Çin'in, kadınların yurt dışından yardım almasına izin vermediğini dile getiren Zemire Ahmet konuşmasına şöyle devam etti:

“Bayanlar erkeklerle aynı sorumlulukları taşıyor. Biz de şöyle bir deyim vardır. “Aslan gibi babanla kalmaktansa saçı dağılmış annenle kal”. Çünkü bizim kadınımız cesurdur, pazarcılık, tekstil, taksicilik gibi mesleklerin hepsini yapar. Mal pazarında bile kadın vardır. Atlas ve halı üreticiliğimiz yaygındır ve kadınlarımız en çok bu işlerde uğraşır. Kızlarımız nakış işlerinde ustadır, kendi çeyizlerini kendileri yaparlar. Düğünlerde resmi kıyafetlerimizi giyeriz ve saç kültürümüz çok fazladır. Uzun saçlı bayanları çok önemserler. 41 tane evlenmeden önce örgü olur, evlendikten sonra 2, anne olduktan sonra tek örgü yaparlar. Tüm bu renklerimizin yanı sıra kadınlarımız Çin zulmü altında yaşam mücadelesi vermektedir. Orada eğitim alamadığım için buradayım ve 4 yıldır vatanıma gidemedim. Vatanım için ülkemi özlüyorum. Çünkü biz sorunlarımızı savaşla değil, eğitimle halledeceğiz.
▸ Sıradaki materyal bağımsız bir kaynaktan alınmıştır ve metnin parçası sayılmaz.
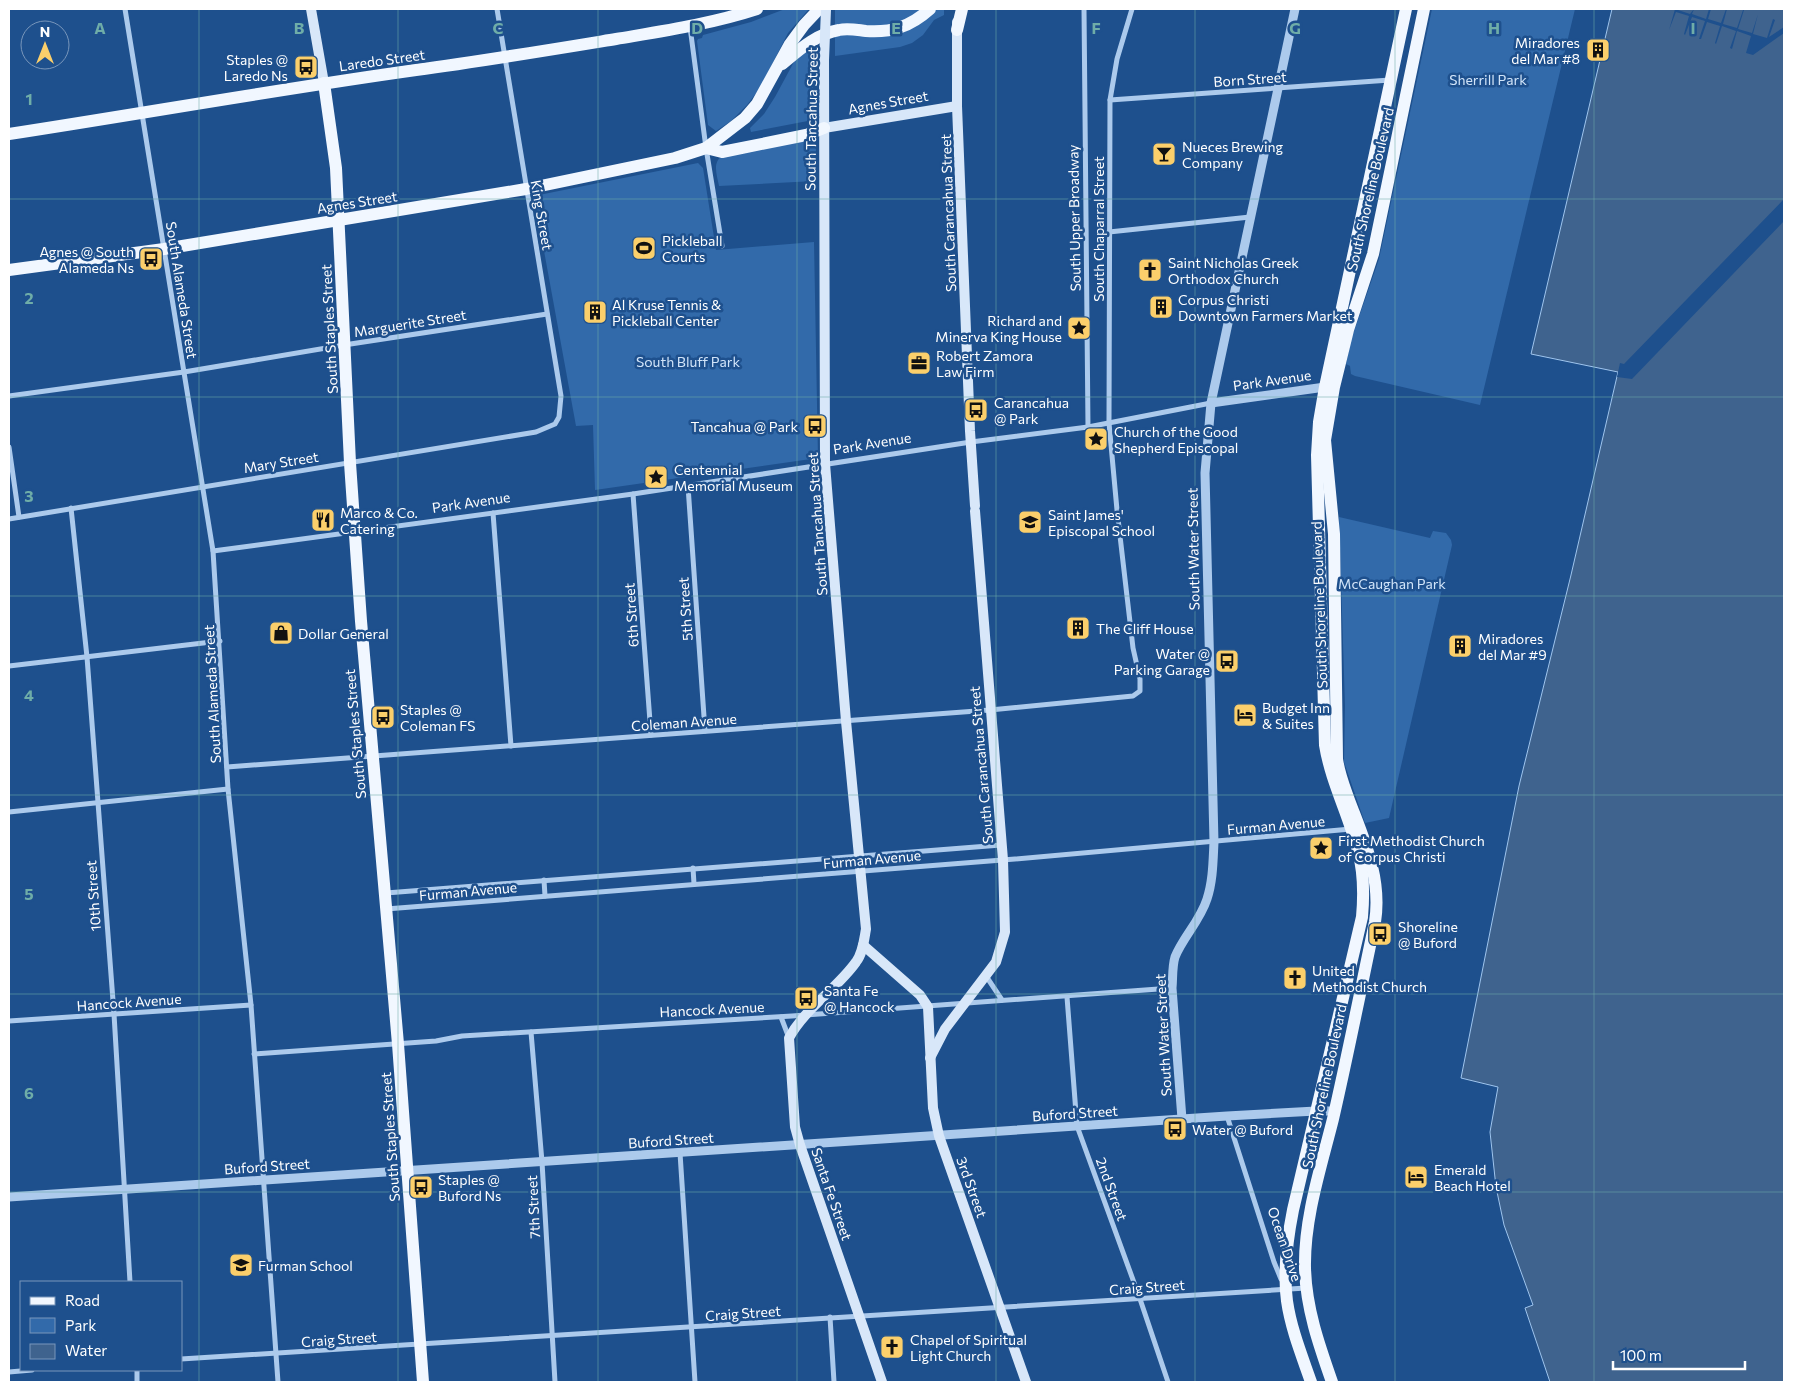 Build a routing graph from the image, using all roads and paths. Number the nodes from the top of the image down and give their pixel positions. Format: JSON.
{"nodes":[{"id":1,"x":124,"y":9,"type":"edge"},
{"id":2,"x":311,"y":9,"type":"edge"},
{"id":3,"x":497,"y":9,"type":"edge"},
{"id":4,"x":733,"y":9,"type":"edge"},
{"id":5,"x":757,"y":9,"type":"edge"},
{"id":6,"x":819,"y":9,"type":"edge"},
{"id":7,"x":826,"y":9,"type":"edge"},
{"id":8,"x":930,"y":9,"type":"edge"},
{"id":9,"x":956,"y":9,"type":"edge"},
{"id":10,"x":962,"y":9,"type":"edge"},
{"id":11,"x":1084,"y":9,"type":"edge"},
{"id":12,"x":1132,"y":9,"type":"edge"},
{"id":13,"x":1295,"y":9,"type":"edge"},
{"id":14,"x":1406,"y":9,"type":"edge"},
{"id":15,"x":1424,"y":9,"type":"edge"},
{"id":16,"x":710,"y":22,"type":"junction"},
{"id":17,"x":690,"y":26,"type":"junction"},
{"id":18,"x":957,"y":30,"type":"junction"},
{"id":19,"x":504,"y":58,"type":"junction"},
{"id":20,"x":778,"y":67,"type":"junction"},
{"id":21,"x":1391,"y":80,"type":"junction"},
{"id":22,"x":324,"y":83,"type":"junction"},
{"id":23,"x":1277,"y":89,"type":"junction"},
{"id":24,"x":1110,"y":100,"type":"junction"},
{"id":25,"x":957,"y":106,"type":"junction"},
{"id":26,"x":142,"y":114,"type":"junction"},
{"id":27,"x":824,"y":128,"type":"junction"},
{"id":28,"x":9,"y":134,"type":"edge"},
{"id":29,"x":706,"y":148,"type":"junction"},
{"id":30,"x":526,"y":189,"type":"junction"},
{"id":31,"x":1250,"y":217,"type":"junction"},
{"id":32,"x":340,"y":220,"type":"junction"},
{"id":33,"x":1109,"y":232,"type":"junction"},
{"id":34,"x":722,"y":246,"type":"dead end"},
{"id":35,"x":164,"y":249,"type":"junction"},
{"id":36,"x":9,"y":270,"type":"edge"},
{"id":37,"x":547,"y":314,"type":"junction"},
{"id":38,"x":344,"y":345,"type":"junction"},
{"id":39,"x":184,"y":372,"type":"junction"},
{"id":40,"x":1330,"y":387,"type":"junction"},
{"id":41,"x":9,"y":396,"type":"edge"},
{"id":42,"x":1211,"y":402,"type":"junction"},
{"id":43,"x":1110,"y":423,"type":"junction"},
{"id":44,"x":555,"y":424,"type":"joint"},
{"id":45,"x":1088,"y":427,"type":"junction"},
{"id":46,"x":970,"y":442,"type":"junction"},
{"id":47,"x":9,"y":447,"type":"edge"},
{"id":48,"x":350,"y":462,"type":"junction"},
{"id":49,"x":825,"y":464,"type":"junction"},
{"id":50,"x":688,"y":486,"type":"junction"},
{"id":51,"x":202,"y":487,"type":"junction"},
{"id":52,"x":633,"y":494,"type":"junction"},
{"id":53,"x":71,"y":508,"type":"junction"},
{"id":54,"x":493,"y":513,"type":"junction"},
{"id":55,"x":19,"y":517,"type":"junction"},
{"id":56,"x":9,"y":519,"type":"edge"},
{"id":57,"x":355,"y":531,"type":"junction"},
{"id":58,"x":213,"y":551,"type":"junction"},
{"id":59,"x":220,"y":641,"type":"junction"},
{"id":60,"x":87,"y":657,"type":"junction"},
{"id":61,"x":9,"y":666,"type":"edge"},
{"id":62,"x":1140,"y":691,"type":"joint"},
{"id":63,"x":990,"y":710,"type":"junction"},
{"id":64,"x":846,"y":721,"type":"junction"},
{"id":65,"x":705,"y":731,"type":"junction"},
{"id":66,"x":651,"y":735,"type":"junction"},
{"id":67,"x":511,"y":746,"type":"junction"},
{"id":68,"x":372,"y":756,"type":"junction"},
{"id":69,"x":227,"y":767,"type":"junction"},
{"id":70,"x":228,"y":789,"type":"junction"},
{"id":71,"x":97,"y":803,"type":"junction"},
{"id":72,"x":9,"y":812,"type":"edge"},
{"id":73,"x":1355,"y":828,"type":"junction"},
{"id":74,"x":1214,"y":842,"type":"junction"},
{"id":75,"x":1001,"y":845,"type":"junction"},
{"id":76,"x":860,"y":855,"type":"junction"},
{"id":77,"x":1003,"y":860,"type":"junction"},
{"id":78,"x":693,"y":868,"type":"junction"},
{"id":79,"x":861,"y":871,"type":"junction"},
{"id":80,"x":544,"y":880,"type":"junction"},
{"id":81,"x":694,"y":884,"type":"junction"},
{"id":82,"x":385,"y":893,"type":"junction"},
{"id":83,"x":545,"y":896,"type":"junction"},
{"id":84,"x":386,"y":909,"type":"junction"},
{"id":85,"x":864,"y":945,"type":"junction"},
{"id":86,"x":986,"y":976,"type":"junction"},
{"id":87,"x":1172,"y":988,"type":"junction"},
{"id":88,"x":1067,"y":997,"type":"junction"},
{"id":89,"x":1002,"y":1000,"type":"junction"},
{"id":90,"x":965,"y":1004,"type":"junction"},
{"id":91,"x":251,"y":1005,"type":"junction"},
{"id":92,"x":928,"y":1007,"type":"junction"},
{"id":93,"x":114,"y":1014,"type":"junction"},
{"id":94,"x":806,"y":1015,"type":"junction"},
{"id":95,"x":781,"y":1017,"type":"junction"},
{"id":96,"x":9,"y":1022,"type":"edge"},
{"id":97,"x":531,"y":1032,"type":"junction"},
{"id":98,"x":789,"y":1038,"type":"junction"},
{"id":99,"x":398,"y":1044,"type":"junction"},
{"id":100,"x":254,"y":1054,"type":"junction"},
{"id":101,"x":930,"y":1058,"type":"junction"},
{"id":102,"x":1316,"y":1111,"type":"junction"},
{"id":103,"x":1334,"y":1111,"type":"junction"},
{"id":104,"x":1228,"y":1116,"type":"junction"},
{"id":105,"x":1182,"y":1119,"type":"junction"},
{"id":106,"x":1077,"y":1126,"type":"junction"},
{"id":107,"x":939,"y":1136,"type":"junction"},
{"id":108,"x":800,"y":1145,"type":"junction"},
{"id":109,"x":680,"y":1153,"type":"junction"},
{"id":110,"x":542,"y":1162,"type":"junction"},
{"id":111,"x":406,"y":1171,"type":"junction"},
{"id":112,"x":263,"y":1180,"type":"junction"},
{"id":113,"x":123,"y":1190,"type":"junction"},
{"id":114,"x":9,"y":1197,"type":"edge"},
{"id":115,"x":130,"y":1281,"type":"edge"},
{"id":116,"x":1306,"y":1288,"type":"junction"},
{"id":117,"x":1286,"y":1289,"type":"junction"},
{"id":118,"x":1140,"y":1299,"type":"junction"},
{"id":119,"x":1000,"y":1307,"type":"junction"},
{"id":120,"x":859,"y":1315,"type":"junction"},
{"id":121,"x":830,"y":1318,"type":"junction"},
{"id":122,"x":692,"y":1328,"type":"junction"},
{"id":123,"x":552,"y":1336,"type":"junction"},
{"id":124,"x":421,"y":1345,"type":"junction"},
{"id":125,"x":276,"y":1354,"type":"junction"},
{"id":126,"x":182,"y":1359,"type":"edge"},
{"id":127,"x":278,"y":1382,"type":"edge"},
{"id":128,"x":423,"y":1382,"type":"edge"},
{"id":129,"x":555,"y":1382,"type":"edge"},
{"id":130,"x":695,"y":1382,"type":"edge"},
{"id":131,"x":834,"y":1382,"type":"edge"},
{"id":132,"x":882,"y":1382,"type":"edge"},
{"id":133,"x":1026,"y":1382,"type":"edge"},
{"id":134,"x":1168,"y":1382,"type":"edge"},
{"id":135,"x":1311,"y":1382,"type":"edge"},
{"id":136,"x":1332,"y":1382,"type":"edge"}],
"edges":[{"from":1,"to":26,"type":"street","name":"South Alameda Street"},
{"from":2,"to":22,"type":"main road"},
{"from":3,"to":19,"type":"street","name":"King Street"},
{"from":4,"to":16,"type":"main road"},
{"from":5,"to":16,"type":"main road","name":"Laredo Street"},
{"from":6,"to":20,"type":"main road"},
{"from":7,"to":27,"type":"main road","name":"South Tancahua Street","bridge":true},
{"from":8,"to":20,"type":"main road"},
{"from":9,"to":18,"type":"main road","name":"South Carancahua Street"},
{"from":10,"to":18,"type":"main road"},
{"from":11,"to":45,"type":"street","name":"South Upper Broadway"},
{"from":12,"to":24,"type":"street","name":"South Chaparral Street"},
{"from":13,"to":23,"type":"street","name":"South Water Street"},
{"from":14,"to":21,"type":"main road","name":"South Shoreline Boulevard"},
{"from":15,"to":40,"type":"main road","name":"South Shoreline Boulevard"},
{"from":16,"to":17,"type":"main road","name":"Laredo Street"},
{"from":17,"to":19,"type":"main road","name":"Laredo Street"},
{"from":17,"to":29,"type":"street"},
{"from":18,"to":25,"type":"main road","name":"South Carancahua Street"},
{"from":19,"to":22,"type":"main road","name":"Laredo Street"},
{"from":19,"to":30,"type":"street","name":"King Street"},
{"from":20,"to":29,"type":"main road"},
{"from":21,"to":23,"type":"street","name":"Born Street"},
{"from":21,"to":40,"type":"main road","name":"South Shoreline Boulevard"},
{"from":22,"to":26,"type":"main road","name":"Laredo Street"},
{"from":22,"to":32,"type":"main road","name":"South Staples Street"},
{"from":23,"to":24,"type":"street","name":"Born Street"},
{"from":23,"to":31,"type":"street","name":"South Water Street"},
{"from":24,"to":33,"type":"street","name":"South Chaparral Street"},
{"from":25,"to":27,"type":"main road","name":"Agnes Street"},
{"from":25,"to":46,"type":"main road","name":"South Carancahua Street"},
{"from":26,"to":28,"type":"main road","name":"Laredo Street"},
{"from":26,"to":35,"type":"street","name":"South Alameda Street"},
{"from":27,"to":29,"type":"main road"},
{"from":27,"to":49,"type":"main road","name":"South Tancahua Street"},
{"from":29,"to":30,"type":"main road","name":"Agnes Street"},
{"from":29,"to":34,"type":"street"},
{"from":30,"to":32,"type":"main road","name":"Agnes Street"},
{"from":30,"to":37,"type":"street","name":"King Street"},
{"from":31,"to":33,"type":"street"},
{"from":31,"to":42,"type":"street","name":"South Water Street"},
{"from":32,"to":35,"type":"main road","name":"Agnes Street"},
{"from":32,"to":38,"type":"main road","name":"South Staples Street"},
{"from":33,"to":43,"type":"street","name":"South Chaparral Street"},
{"from":35,"to":36,"type":"main road","name":"Agnes Street"},
{"from":35,"to":39,"type":"street","name":"South Alameda Street"},
{"from":37,"to":38,"type":"street","name":"Marguerite Street"},
{"from":37,"to":44,"type":"street","name":"King Street"},
{"from":38,"to":39,"type":"street","name":"Marguerite Street"},
{"from":38,"to":48,"type":"main road","name":"South Staples Street"},
{"from":39,"to":41,"type":"street","name":"Marguerite Street"},
{"from":39,"to":51,"type":"street","name":"South Alameda Street"},
{"from":40,"to":42,"type":"street","name":"Park Avenue"},
{"from":40,"to":73,"type":"main road","name":"South Shoreline Boulevard"},
{"from":42,"to":43,"type":"street","name":"Park Avenue"},
{"from":42,"to":74,"type":"street","name":"South Water Street"},
{"from":43,"to":45,"type":"street","name":"Park Avenue"},
{"from":43,"to":62,"type":"street","name":"South Chaparral Street"},
{"from":44,"to":48,"type":"street","name":"Mary Street"},
{"from":45,"to":46,"type":"street","name":"Park Avenue"},
{"from":46,"to":49,"type":"street","name":"Park Avenue"},
{"from":46,"to":63,"type":"main road","name":"South Carancahua Street"},
{"from":47,"to":55,"type":"street"},
{"from":48,"to":51,"type":"street","name":"Mary Street"},
{"from":48,"to":57,"type":"main road","name":"South Staples Street"},
{"from":49,"to":50,"type":"street","name":"Park Avenue"},
{"from":49,"to":64,"type":"main road","name":"South Tancahua Street"},
{"from":50,"to":52,"type":"street","name":"Park Avenue"},
{"from":50,"to":65,"type":"street","name":"5th Street"},
{"from":51,"to":53,"type":"street","name":"Mary Street"},
{"from":51,"to":58,"type":"street","name":"South Alameda Street"},
{"from":52,"to":54,"type":"street","name":"Park Avenue"},
{"from":52,"to":66,"type":"street","name":"6th Street"},
{"from":53,"to":55,"type":"street","name":"Mary Street"},
{"from":53,"to":60,"type":"street","name":"10th Street"},
{"from":54,"to":57,"type":"street","name":"Park Avenue"},
{"from":54,"to":67,"type":"street"},
{"from":55,"to":56,"type":"street","name":"Mary Street"},
{"from":57,"to":58,"type":"street","name":"Park Avenue"},
{"from":57,"to":68,"type":"main road","name":"South Staples Street"},
{"from":58,"to":59,"type":"street","name":"South Alameda Street"},
{"from":59,"to":60,"type":"street"},
{"from":59,"to":69,"type":"street","name":"South Alameda Street"},
{"from":60,"to":61,"type":"street"},
{"from":60,"to":71,"type":"street","name":"10th Street"},
{"from":62,"to":63,"type":"street","name":"Coleman Avenue"},
{"from":63,"to":64,"type":"street","name":"Coleman Avenue"},
{"from":63,"to":75,"type":"main road","name":"South Carancahua Street"},
{"from":64,"to":65,"type":"street","name":"Coleman Avenue"},
{"from":64,"to":76,"type":"main road","name":"South Tancahua Street"},
{"from":65,"to":66,"type":"street","name":"Coleman Avenue"},
{"from":66,"to":67,"type":"street","name":"Coleman Avenue"},
{"from":67,"to":68,"type":"street","name":"Coleman Avenue"},
{"from":68,"to":69,"type":"street","name":"Coleman Avenue"},
{"from":68,"to":82,"type":"main road","name":"South Staples Street"},
{"from":69,"to":70,"type":"street","name":"South Alameda Street"},
{"from":70,"to":71,"type":"street"},
{"from":70,"to":91,"type":"street","name":"South Alameda Street"},
{"from":71,"to":72,"type":"street"},
{"from":71,"to":93,"type":"street","name":"10th Street"},
{"from":73,"to":74,"type":"street","name":"Furman Avenue"},
{"from":73,"to":102,"type":"main road","name":"South Shoreline Boulevard"},
{"from":73,"to":103,"type":"main road","name":"South Shoreline Boulevard"},
{"from":74,"to":77,"type":"street","name":"Furman Avenue"},
{"from":74,"to":87,"type":"street","name":"South Water Street"},
{"from":75,"to":76,"type":"street","name":"Furman Avenue"},
{"from":75,"to":77,"type":"main road","name":"South Carancahua Street"},
{"from":76,"to":78,"type":"street","name":"Furman Avenue"},
{"from":76,"to":79,"type":"main road","name":"South Tancahua Street"},
{"from":77,"to":79,"type":"street","name":"Furman Avenue"},
{"from":77,"to":86,"type":"main road","name":"South Carancahua Street"},
{"from":78,"to":80,"type":"street","name":"Furman Avenue"},
{"from":78,"to":81,"type":"street"},
{"from":79,"to":81,"type":"street","name":"Furman Avenue"},
{"from":79,"to":85,"type":"main road","name":"South Tancahua Street"},
{"from":80,"to":82,"type":"street","name":"Furman Avenue"},
{"from":80,"to":83,"type":"street"},
{"from":81,"to":83,"type":"street","name":"Furman Avenue"},
{"from":82,"to":84,"type":"main road","name":"South Staples Street"},
{"from":83,"to":84,"type":"street","name":"Furman Avenue"},
{"from":84,"to":99,"type":"main road","name":"South Staples Street"},
{"from":85,"to":92,"type":"main road"},
{"from":85,"to":94,"type":"main road","name":"South Tancahua Street"},
{"from":86,"to":89,"type":"street"},
{"from":86,"to":90,"type":"main road","name":"South Carancahua Street"},
{"from":87,"to":88,"type":"street","name":"Hancock Avenue"},
{"from":87,"to":105,"type":"street","name":"South Water Street"},
{"from":88,"to":89,"type":"street","name":"Hancock Avenue"},
{"from":88,"to":106,"type":"street","name":"2nd Street"},
{"from":89,"to":90,"type":"street","name":"Hancock Avenue"},
{"from":90,"to":92,"type":"street","name":"Hancock Avenue"},
{"from":90,"to":101,"type":"main road"},
{"from":91,"to":93,"type":"street","name":"Hancock Avenue"},
{"from":91,"to":100,"type":"street","name":"South Alameda Street"},
{"from":92,"to":94,"type":"street","name":"Hancock Avenue"},
{"from":92,"to":101,"type":"main road","name":"3rd Street"},
{"from":93,"to":96,"type":"street","name":"Hancock Avenue"},
{"from":93,"to":113,"type":"street","name":"10th Street"},
{"from":94,"to":95,"type":"street","name":"Hancock Avenue"},
{"from":94,"to":98,"type":"main road"},
{"from":95,"to":97,"type":"street","name":"Hancock Avenue"},
{"from":95,"to":98,"type":"street"},
{"from":97,"to":99,"type":"street","name":"Hancock Avenue"},
{"from":97,"to":110,"type":"street","name":"7th Street"},
{"from":98,"to":108,"type":"main road","name":"Santa Fe Street"},
{"from":99,"to":100,"type":"street","name":"Hancock Avenue"},
{"from":99,"to":111,"type":"main road","name":"South Staples Street"},
{"from":100,"to":112,"type":"street","name":"South Alameda Street"},
{"from":101,"to":107,"type":"main road","name":"3rd Street"},
{"from":102,"to":103,"type":"street","name":"Buford Street"},
{"from":102,"to":104,"type":"street","name":"Buford Street"},
{"from":102,"to":117,"type":"main road","name":"South Shoreline Boulevard"},
{"from":103,"to":116,"type":"main road","name":"South Shoreline Boulevard"},
{"from":104,"to":105,"type":"street","name":"Buford Street"},
{"from":104,"to":117,"type":"street","name":"Ocean Drive"},
{"from":105,"to":106,"type":"street","name":"Buford Street"},
{"from":106,"to":107,"type":"street","name":"Buford Street"},
{"from":106,"to":118,"type":"street","name":"2nd Street"},
{"from":107,"to":108,"type":"street","name":"Buford Street"},
{"from":107,"to":119,"type":"main road","name":"3rd Street"},
{"from":108,"to":109,"type":"street","name":"Buford Street"},
{"from":108,"to":120,"type":"main road","name":"Santa Fe Street"},
{"from":109,"to":110,"type":"street","name":"Buford Street"},
{"from":109,"to":122,"type":"street"},
{"from":110,"to":111,"type":"street","name":"Buford Street"},
{"from":110,"to":123,"type":"street","name":"7th Street"},
{"from":111,"to":112,"type":"street","name":"Buford Street"},
{"from":111,"to":124,"type":"main road","name":"South Staples Street"},
{"from":112,"to":113,"type":"street","name":"Buford Street"},
{"from":112,"to":125,"type":"street","name":"South Alameda Street"},
{"from":113,"to":114,"type":"street","name":"Buford Street"},
{"from":113,"to":115,"type":"street","name":"10th Street"},
{"from":116,"to":117,"type":"street","name":"Craig Street"},
{"from":116,"to":136,"type":"main road","name":"Ocean Drive"},
{"from":117,"to":118,"type":"street","name":"Craig Street"},
{"from":117,"to":135,"type":"main road","name":"Ocean Drive"},
{"from":118,"to":119,"type":"street","name":"Craig Street"},
{"from":118,"to":134,"type":"street","name":"2nd Street"},
{"from":119,"to":120,"type":"street","name":"Craig Street"},
{"from":119,"to":133,"type":"main road","name":"3rd Street"},
{"from":120,"to":121,"type":"street","name":"Craig Street"},
{"from":120,"to":132,"type":"main road","name":"Santa Fe Street"},
{"from":121,"to":122,"type":"street","name":"Craig Street"},
{"from":121,"to":131,"type":"street"},
{"from":122,"to":123,"type":"street","name":"Craig Street"},
{"from":122,"to":130,"type":"street"},
{"from":123,"to":124,"type":"street","name":"Craig Street"},
{"from":123,"to":129,"type":"street","name":"7th Street"},
{"from":124,"to":125,"type":"street","name":"Craig Street"},
{"from":124,"to":128,"type":"main road","name":"South Staples Street"},
{"from":125,"to":126,"type":"street","name":"Craig Street"},
{"from":125,"to":127,"type":"street","name":"South Alameda Street"}]}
Her şeye rağmen bizim kadınlarımız ayakta!”

MISIR YÜZÜNDEN PANELİSTLER PROGRAMA KATILAMADI

“Savaş ve İşgal Bölgelerinde Kadın Olmak: Filistin Şahitliği” başlıklı konuşmalarını yapmak üzere Filistin'den katılması beklenen İtimad Altar Shawee ve Mümine Alriqib ise Mısır'ın kapıları açmaması nedeniyle programa katılamadı.

Yapılan oturumlarda Cibuti'li Fatouma Khalif Abdullahi “Yoksullukla Mücadelede Afrikalı Kadının Rolü”, Zemire Ahmet “Savaş ve İşgal Bölgelerinde Kadın Olmak: Doğu Türkistan Şahitliği” Çeçenistan'dan Anjelika Bitaeva“Farklı Kimlik Dayatmalarına Karşı Kafkasya Şahitliği” ve Amra Müminoviç “Farklı Kimlik Dayatmalarına Karşı Bosna Şahitliği” başlıklı sunumlarını yaptılar. Ayrıca Hülya Şekerci, Asiye Dilipak, Av.Serpil Gökçınar ve Fatma Bostan Ünsal'da dünyada kadının konumu ve İslamcın kadına getirmiş olduğu haklarla ilgili fikirlerini açıkladı. Panele katılan Vali Yardımcısı Mustafa Altıntaş ise, İstanbul'da 11 sığınma evi olduğunu, kadın problemleri ve aile içi şiddet konusundaki çalışmalarının hız kesmeden devam edeceğini söyledi.

Ali Emiri Efendi Kültür Merkezi'nde gerçekleşen uluslar arası kadın panelinde ayrıca, “Farklı Coğrafyalardan Kadın Yaşamlarından Kareler Fotoğraf ve Kadın Aksesuarları Sergisi” düzenlendi.